SF: How did you find the Midwest? Were the people friendly, or friendlier than they were in California, or less friendly?
GH: Where? Back...
SF: Back in the Midwest, like in Chicago? How did they treat the Japanese back there?
GH: Well, it's a big city. Nobody paid much attention to you. I didn't have any, any problems. I didn't have any problems in Chicago.
SF: So then you came back with your, with your dad, and what did you guys start doing when you got back to this area?
GH: What?
SF: So when your dad and you got back to the San Jose area, what kind of operation did you guys start up?
SF: Well, we basically had to start from scratch because we didn't have anything. So I worked for this -- or we both did -- worked for this nursery in Palo Alto, first job I had, and then we worked for another nursery in the immediate area there. And then 1948, '47, I went to So Cal to raise strawberries, and raised strawberries there for two years, and then I moved to Morgan Hill and farmed strawberries. Then in '53, '53, I think, I bought this shop and started a service station/garage.
SF: How was the, the economics of the strawberry business at that time? I mean, could you make a fair living sharecropping?
GH: Yeah, pretty good. I mean, it was, it was a start, anyway, you know. And, and you were on your own. I mean, it wasn't like you're working for somebody. And the ones with the large families did real well; there were quite a few large strawberry growers that had sharecroppers. Driscoll and Ryder and there was a couple others... Kaiser. They had large holdings like hundreds of acres. And some of the families did real well.
SF: So I suppose those big growers, they did well, too, right, 'cause they had all these good workers or sharecroppers, right?
GH: Oh, yeah. They did well.
SF: So when your, your family sharecropped, were you able to save enough money for, like, putting a down on George's Service Station?
GH: Yeah, yeah.
SF: So that was really kind of a good thing for you guys, then, huh?
GH: Right.
<End Segment 10> - Copyright © 2004 Densho and The Japanese American Museum of San Jose. All Rights Reserved.
<Begin Segment 11>
SF: So tell us about how you started George's. How did you find out about it, and why did you go from farming to running a service center?
GH: Well, my, my dad had just had a heart attack, and, of course, my wife is from the city, she didn't particularly care for working out in the farm. So I guess I didn't have much choice. I would have liked to continue farming, because that was basically what I was, went to school for. And, but then the opportunity arose, and I used to hang out there quite a bit, at the garage. I had a friend there, by the previous owner, not the guy I bought it from, but the previous guy, we used to hang around together.
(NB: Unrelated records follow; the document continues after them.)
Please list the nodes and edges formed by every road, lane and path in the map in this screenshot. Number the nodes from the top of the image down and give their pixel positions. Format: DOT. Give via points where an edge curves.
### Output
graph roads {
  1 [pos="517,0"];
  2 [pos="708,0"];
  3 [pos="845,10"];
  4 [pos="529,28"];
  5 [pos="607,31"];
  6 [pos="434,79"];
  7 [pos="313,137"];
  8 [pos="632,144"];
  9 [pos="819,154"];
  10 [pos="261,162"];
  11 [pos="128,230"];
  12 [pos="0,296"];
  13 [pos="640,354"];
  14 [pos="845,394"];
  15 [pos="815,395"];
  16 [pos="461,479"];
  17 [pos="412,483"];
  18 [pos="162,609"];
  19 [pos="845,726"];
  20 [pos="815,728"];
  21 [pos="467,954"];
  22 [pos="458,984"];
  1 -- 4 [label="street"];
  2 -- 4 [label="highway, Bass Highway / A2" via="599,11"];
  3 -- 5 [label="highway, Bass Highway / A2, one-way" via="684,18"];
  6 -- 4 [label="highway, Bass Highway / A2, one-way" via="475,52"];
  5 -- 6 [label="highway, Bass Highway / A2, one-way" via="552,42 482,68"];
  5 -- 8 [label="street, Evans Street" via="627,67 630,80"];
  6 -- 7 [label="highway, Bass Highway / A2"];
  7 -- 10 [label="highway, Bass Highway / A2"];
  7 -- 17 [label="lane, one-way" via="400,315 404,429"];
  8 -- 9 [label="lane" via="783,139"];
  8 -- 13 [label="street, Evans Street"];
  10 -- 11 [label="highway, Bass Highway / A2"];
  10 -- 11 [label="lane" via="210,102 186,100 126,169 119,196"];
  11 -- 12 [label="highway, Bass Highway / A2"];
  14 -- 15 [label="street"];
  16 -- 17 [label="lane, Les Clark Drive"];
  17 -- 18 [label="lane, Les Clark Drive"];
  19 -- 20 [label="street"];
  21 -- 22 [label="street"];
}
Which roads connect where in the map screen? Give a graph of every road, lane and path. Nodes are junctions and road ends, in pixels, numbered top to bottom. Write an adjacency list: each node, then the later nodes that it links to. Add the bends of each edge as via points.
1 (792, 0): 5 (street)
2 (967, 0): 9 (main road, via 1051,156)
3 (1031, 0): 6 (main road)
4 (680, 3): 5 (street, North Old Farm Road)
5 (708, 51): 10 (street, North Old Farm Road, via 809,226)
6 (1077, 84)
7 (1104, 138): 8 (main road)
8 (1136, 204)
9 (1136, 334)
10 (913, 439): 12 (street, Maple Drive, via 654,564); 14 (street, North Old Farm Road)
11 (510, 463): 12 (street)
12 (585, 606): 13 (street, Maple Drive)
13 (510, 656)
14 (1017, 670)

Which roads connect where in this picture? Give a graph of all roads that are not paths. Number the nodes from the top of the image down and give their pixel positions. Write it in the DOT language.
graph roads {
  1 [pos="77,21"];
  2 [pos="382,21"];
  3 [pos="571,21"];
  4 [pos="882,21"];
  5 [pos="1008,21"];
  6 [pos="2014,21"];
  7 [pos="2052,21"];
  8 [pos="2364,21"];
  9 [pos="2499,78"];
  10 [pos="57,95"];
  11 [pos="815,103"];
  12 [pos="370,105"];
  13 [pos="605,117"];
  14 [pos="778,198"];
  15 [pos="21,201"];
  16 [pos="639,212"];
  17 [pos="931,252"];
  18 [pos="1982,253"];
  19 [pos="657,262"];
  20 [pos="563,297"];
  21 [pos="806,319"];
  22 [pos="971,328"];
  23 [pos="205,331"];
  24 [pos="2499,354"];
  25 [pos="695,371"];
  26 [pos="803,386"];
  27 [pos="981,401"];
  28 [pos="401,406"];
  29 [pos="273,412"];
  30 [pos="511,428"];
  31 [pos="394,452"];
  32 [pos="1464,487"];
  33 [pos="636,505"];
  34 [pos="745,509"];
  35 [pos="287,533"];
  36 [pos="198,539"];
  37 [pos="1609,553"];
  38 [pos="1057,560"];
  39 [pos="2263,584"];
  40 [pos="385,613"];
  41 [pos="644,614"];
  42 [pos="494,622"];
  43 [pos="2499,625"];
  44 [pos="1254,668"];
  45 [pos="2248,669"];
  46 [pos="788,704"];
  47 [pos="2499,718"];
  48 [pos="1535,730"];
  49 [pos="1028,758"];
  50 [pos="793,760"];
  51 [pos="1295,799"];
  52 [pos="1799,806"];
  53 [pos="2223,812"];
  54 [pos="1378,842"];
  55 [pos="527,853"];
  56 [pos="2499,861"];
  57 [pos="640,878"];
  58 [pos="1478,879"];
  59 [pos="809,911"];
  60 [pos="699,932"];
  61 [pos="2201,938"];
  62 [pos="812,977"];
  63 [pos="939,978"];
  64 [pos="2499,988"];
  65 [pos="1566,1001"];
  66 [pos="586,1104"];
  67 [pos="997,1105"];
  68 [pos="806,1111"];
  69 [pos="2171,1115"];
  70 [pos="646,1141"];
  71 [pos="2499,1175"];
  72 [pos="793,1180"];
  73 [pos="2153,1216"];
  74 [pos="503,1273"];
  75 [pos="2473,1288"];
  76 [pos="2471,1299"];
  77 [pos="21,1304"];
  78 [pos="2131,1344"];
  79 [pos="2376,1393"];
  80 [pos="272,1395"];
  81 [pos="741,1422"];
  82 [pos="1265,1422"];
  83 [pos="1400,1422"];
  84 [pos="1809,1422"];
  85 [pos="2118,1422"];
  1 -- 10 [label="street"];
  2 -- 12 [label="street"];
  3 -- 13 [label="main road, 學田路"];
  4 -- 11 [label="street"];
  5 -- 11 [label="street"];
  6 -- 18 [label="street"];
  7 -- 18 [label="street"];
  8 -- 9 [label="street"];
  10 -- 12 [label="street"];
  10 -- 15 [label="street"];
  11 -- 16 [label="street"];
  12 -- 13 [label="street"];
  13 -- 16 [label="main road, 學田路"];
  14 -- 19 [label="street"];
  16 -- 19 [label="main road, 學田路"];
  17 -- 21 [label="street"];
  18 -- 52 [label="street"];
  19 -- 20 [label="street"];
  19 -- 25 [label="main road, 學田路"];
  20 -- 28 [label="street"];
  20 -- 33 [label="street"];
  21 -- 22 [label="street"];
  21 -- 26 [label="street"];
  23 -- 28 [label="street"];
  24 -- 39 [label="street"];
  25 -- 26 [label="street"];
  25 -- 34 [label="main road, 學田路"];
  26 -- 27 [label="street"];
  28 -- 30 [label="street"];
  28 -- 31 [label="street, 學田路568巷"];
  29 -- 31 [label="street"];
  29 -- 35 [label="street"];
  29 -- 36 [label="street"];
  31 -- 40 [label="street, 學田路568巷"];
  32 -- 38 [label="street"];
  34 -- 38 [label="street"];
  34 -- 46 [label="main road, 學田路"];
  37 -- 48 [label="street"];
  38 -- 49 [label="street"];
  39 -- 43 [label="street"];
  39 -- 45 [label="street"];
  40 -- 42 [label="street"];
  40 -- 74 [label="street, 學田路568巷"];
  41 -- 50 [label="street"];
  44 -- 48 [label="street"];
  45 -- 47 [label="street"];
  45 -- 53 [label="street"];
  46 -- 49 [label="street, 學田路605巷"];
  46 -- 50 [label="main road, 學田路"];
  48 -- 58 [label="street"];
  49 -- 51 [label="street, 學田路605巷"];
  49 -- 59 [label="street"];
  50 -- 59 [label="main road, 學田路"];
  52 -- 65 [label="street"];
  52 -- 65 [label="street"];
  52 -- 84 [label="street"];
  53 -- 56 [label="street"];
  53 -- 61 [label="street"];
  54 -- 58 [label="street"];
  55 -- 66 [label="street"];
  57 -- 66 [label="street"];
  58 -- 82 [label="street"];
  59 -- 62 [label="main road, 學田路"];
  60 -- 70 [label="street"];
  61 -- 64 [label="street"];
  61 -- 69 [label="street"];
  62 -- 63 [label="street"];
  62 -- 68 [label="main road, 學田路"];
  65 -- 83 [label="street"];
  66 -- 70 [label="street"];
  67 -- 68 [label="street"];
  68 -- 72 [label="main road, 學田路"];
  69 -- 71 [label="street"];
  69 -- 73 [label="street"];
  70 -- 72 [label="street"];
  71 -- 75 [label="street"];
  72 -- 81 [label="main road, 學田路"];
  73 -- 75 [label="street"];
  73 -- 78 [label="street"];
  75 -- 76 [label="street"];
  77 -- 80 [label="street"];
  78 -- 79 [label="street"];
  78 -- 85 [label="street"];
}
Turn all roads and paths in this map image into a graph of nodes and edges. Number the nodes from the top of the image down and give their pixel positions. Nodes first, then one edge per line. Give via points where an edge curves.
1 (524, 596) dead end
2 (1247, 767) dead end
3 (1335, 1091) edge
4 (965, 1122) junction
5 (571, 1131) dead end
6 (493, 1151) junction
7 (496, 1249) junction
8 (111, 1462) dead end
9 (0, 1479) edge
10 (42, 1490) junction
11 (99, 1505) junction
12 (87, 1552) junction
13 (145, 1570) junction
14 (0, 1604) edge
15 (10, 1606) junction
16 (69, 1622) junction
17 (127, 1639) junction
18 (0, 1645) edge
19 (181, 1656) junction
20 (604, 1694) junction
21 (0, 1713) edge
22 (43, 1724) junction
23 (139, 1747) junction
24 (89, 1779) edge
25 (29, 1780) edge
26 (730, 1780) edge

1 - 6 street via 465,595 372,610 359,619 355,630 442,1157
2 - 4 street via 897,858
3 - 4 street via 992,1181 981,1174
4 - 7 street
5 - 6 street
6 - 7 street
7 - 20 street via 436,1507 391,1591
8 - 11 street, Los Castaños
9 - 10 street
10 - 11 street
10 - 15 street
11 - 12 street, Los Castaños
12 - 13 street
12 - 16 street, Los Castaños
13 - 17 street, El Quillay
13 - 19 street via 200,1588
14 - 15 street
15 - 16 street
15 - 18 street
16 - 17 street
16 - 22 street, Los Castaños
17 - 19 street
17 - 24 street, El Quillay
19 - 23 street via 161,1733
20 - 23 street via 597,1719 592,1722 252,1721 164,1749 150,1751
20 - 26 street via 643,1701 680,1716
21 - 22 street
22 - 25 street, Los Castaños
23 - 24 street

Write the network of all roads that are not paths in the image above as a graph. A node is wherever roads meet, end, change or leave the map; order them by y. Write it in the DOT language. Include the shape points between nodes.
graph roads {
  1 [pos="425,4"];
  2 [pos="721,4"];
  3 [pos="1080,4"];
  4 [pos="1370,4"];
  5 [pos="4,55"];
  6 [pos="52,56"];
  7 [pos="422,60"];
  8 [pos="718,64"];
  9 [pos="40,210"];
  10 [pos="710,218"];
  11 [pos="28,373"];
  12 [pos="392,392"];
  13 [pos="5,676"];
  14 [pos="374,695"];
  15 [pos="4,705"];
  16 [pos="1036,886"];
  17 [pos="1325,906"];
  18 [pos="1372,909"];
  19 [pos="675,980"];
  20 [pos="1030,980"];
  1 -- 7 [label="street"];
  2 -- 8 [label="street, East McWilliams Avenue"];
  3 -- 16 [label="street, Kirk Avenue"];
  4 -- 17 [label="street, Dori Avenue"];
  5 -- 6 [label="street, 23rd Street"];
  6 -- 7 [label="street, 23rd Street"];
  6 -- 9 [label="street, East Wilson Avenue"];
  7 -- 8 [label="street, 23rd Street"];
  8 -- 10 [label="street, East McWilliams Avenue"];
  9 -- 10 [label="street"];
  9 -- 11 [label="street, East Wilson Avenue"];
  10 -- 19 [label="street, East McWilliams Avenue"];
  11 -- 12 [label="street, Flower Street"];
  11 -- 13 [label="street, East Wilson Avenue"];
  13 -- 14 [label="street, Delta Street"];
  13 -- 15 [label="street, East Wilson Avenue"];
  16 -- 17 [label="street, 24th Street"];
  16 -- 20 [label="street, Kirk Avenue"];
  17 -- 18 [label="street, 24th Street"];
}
Then he sold it to this fellow, Tom Honda, and I bought it from Tom Honda.
SF: So to kind of go back a little bit, what's the history of that service station? Who owned it before the war?
GH: Well, originally, this fellow, Tanizawa, he built the station. He had a grocery store across the street, Fourth and Jackson, and then he built this on the, on the, across the street, corner. And he built a grocery store and a, and a service station, and he ran the grocery store, and his brother-in-law ran the station.
SF: What happened during the war when everybody was gone? Who ran it?
GH: I guess it was leased out to somebody. I don't remember the name, but there was a fellow that ran the station, and then I don't think he had -- I think it was closed by the time we came back in '46 or so, it was already closed; it wasn't even operating. And then a couple of guys took it over and started it. Bill Yosukawa and I think his brother took over the shop, and they, somebody ran the station part, I don't know. Then this fellow, Ray Taniguchi, he ran the station for a while, and then he sold it to Tom Honda, and then Tom Honda sold it to me.
SF: So how did you learn all your automotive skills if you were mostly farming?
GH: Oh, I went to this ag. school, and we had a class, quite an extensive class in automotive repair, and that's where I picked up most of it.
SF: So you bought the place in 1953, and describe how your operation was in the early days, like in the early '50s or mid-'50s. What kind of a, how big was the operation and what did you specialize in?
GH: When we first got there, it was just light mechanics, and selling gas. And, but we went into more of the tire business, and we did a lot of truck tire repairs and selling truck tires. So we used to have a pretty good crew running around selling -- mounting, selling and mounting truck tires.
SF: So you went into truck tires because you sensed that there was a demand for it, and there was a bigger, better market for truck tires than just running a gas station with, doing mechanic work on cars? So that was a better, better opportunity?
GH: Well, sales is always, everything is sales. Volume is, I thought, was the secret to the whole thing. Even gasoline, if you just sell a few gallons, you're not gonna make it. But if you sell a lot of it, and by the same token, you can sell... car tires in those days were, like, twenty or thirty, twenty or thirty dollars apiece. Truck tires were a hundred dollars or more apiece. And if you sell truck tires, usually if you sell a semi, that's eighteen wheels, eighteen tires at one shot, that's much more profitable than selling two or three or four tires at a car. We were real fortunate because we had the support of most Japanese that were farming in the area, and a lot of the farmers would call us for tractor tires, and, of course, they patronized us pretty loyally.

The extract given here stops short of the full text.